Maybe this is all irrelevant. Maybe in a few years I will not even remember this. But why is this my burden? Comfort and happiness or success and mobility? I have been forced to choose when they should be complimentary. I am the one who made it out, the one who will bring success, and finally bring my parents’ worries to rest. It is too much pressure and one day I am afraid I will break. The miserable part is that these experiences are always deemed as dramatic and exaggerated. No one else except my peers of color know what it is like to wake up everyday with fear, sadness, and a reality that others can just turn off. They are not just some cause that are put on signs and Facebook statuses. They are our everyday lives since we were children and were taught to be submissive and never talk out of place because you just don’t have room to mess up, work harder than the others because they don’t have to deal with what you have to, and always watch your back because you never know who might be out there with hate in their hearts. They are our everyday lives as we are put in institutions where there are few who look like us achieving success. And they are our everyday lives as the only time we see people like us in the media is when it is bad, when there is a shooting or drug epidemic. It’s a reality that cannot even be translated for anyone else to understand.

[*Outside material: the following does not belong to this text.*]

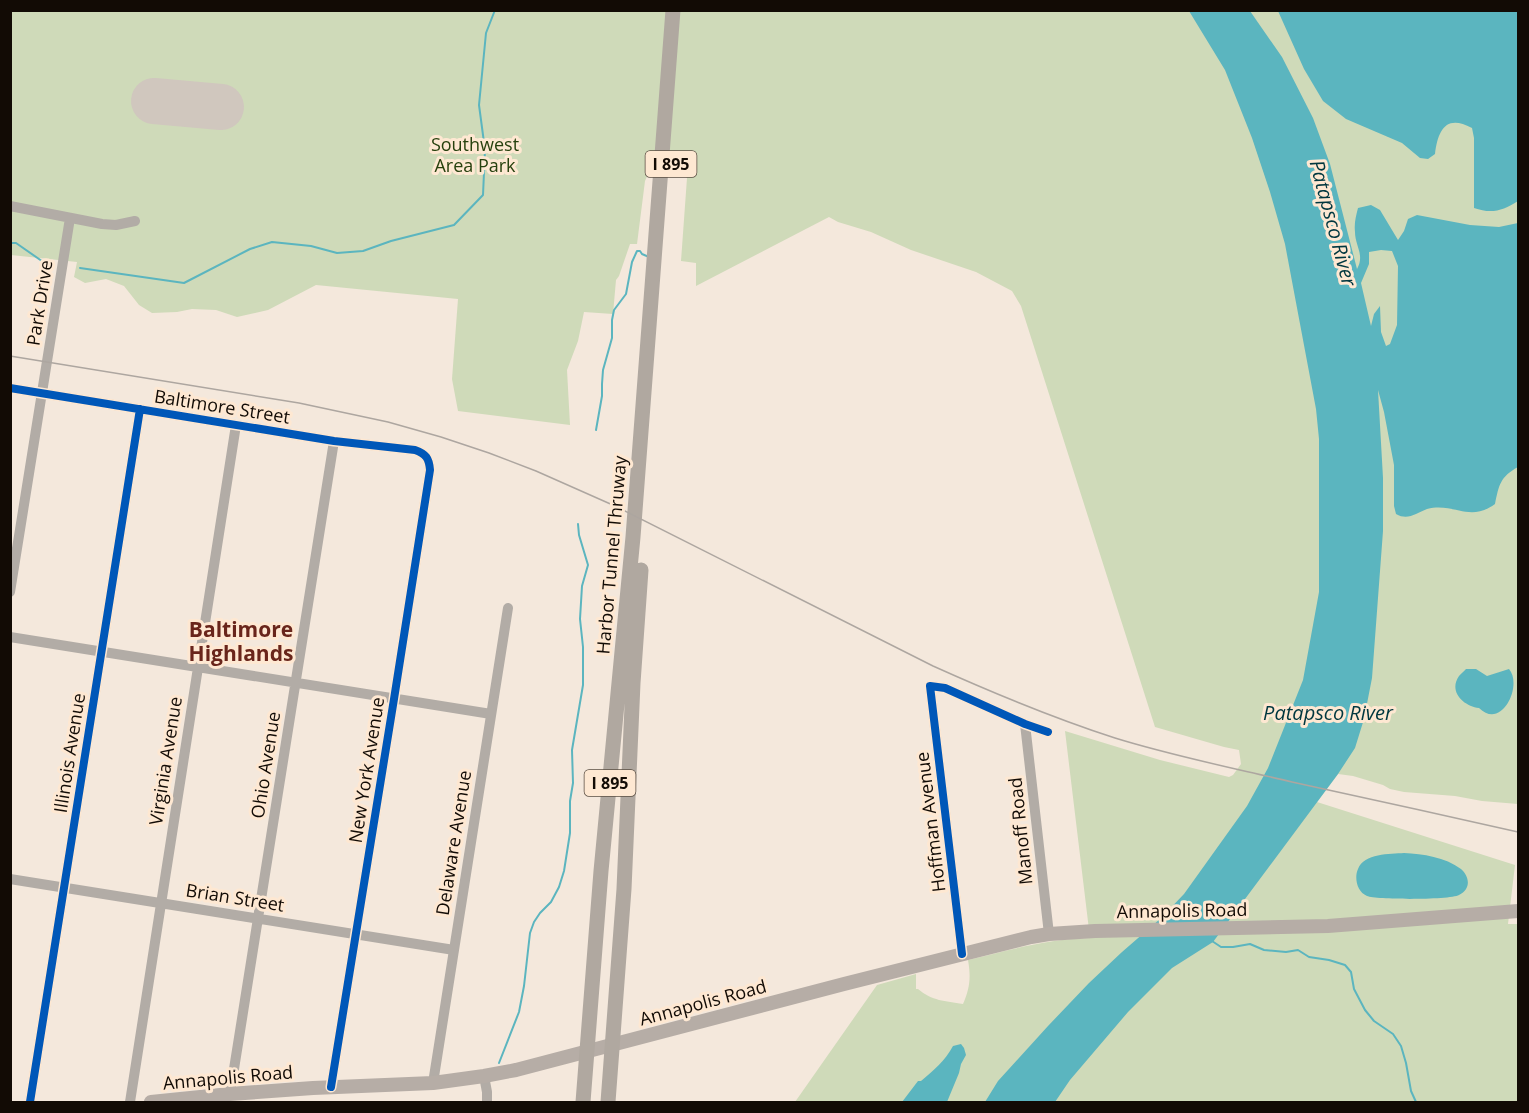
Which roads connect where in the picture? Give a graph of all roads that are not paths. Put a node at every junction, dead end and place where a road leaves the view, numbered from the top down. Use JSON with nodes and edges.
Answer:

So here is to the predominantly white institutions that had fooled me into thinking that I belonged here, who has thrived off of the exploitation of my brown body, and has wiped out every penny my parents had ever saved in exchange for a piece of paper that defines my existence in society: 
These things will do not go unnoticed. I see you. We see you. 
Momma, it takes so much strength everyday to not just give up and come running back home to you. 
Daddy, I want to keep making you proud but sometimes it’s hard to believe in yourself when so many people around you don’t. 
You can count on me, though. I’ll never let you down. I am happy here knowing that I am making you proud and that in the future I can pay you back for all the sacrifices you have taken for our family.
This is not a sob story, another opportunity for guilt and exploitation. This is my narrative that no one can take away from me.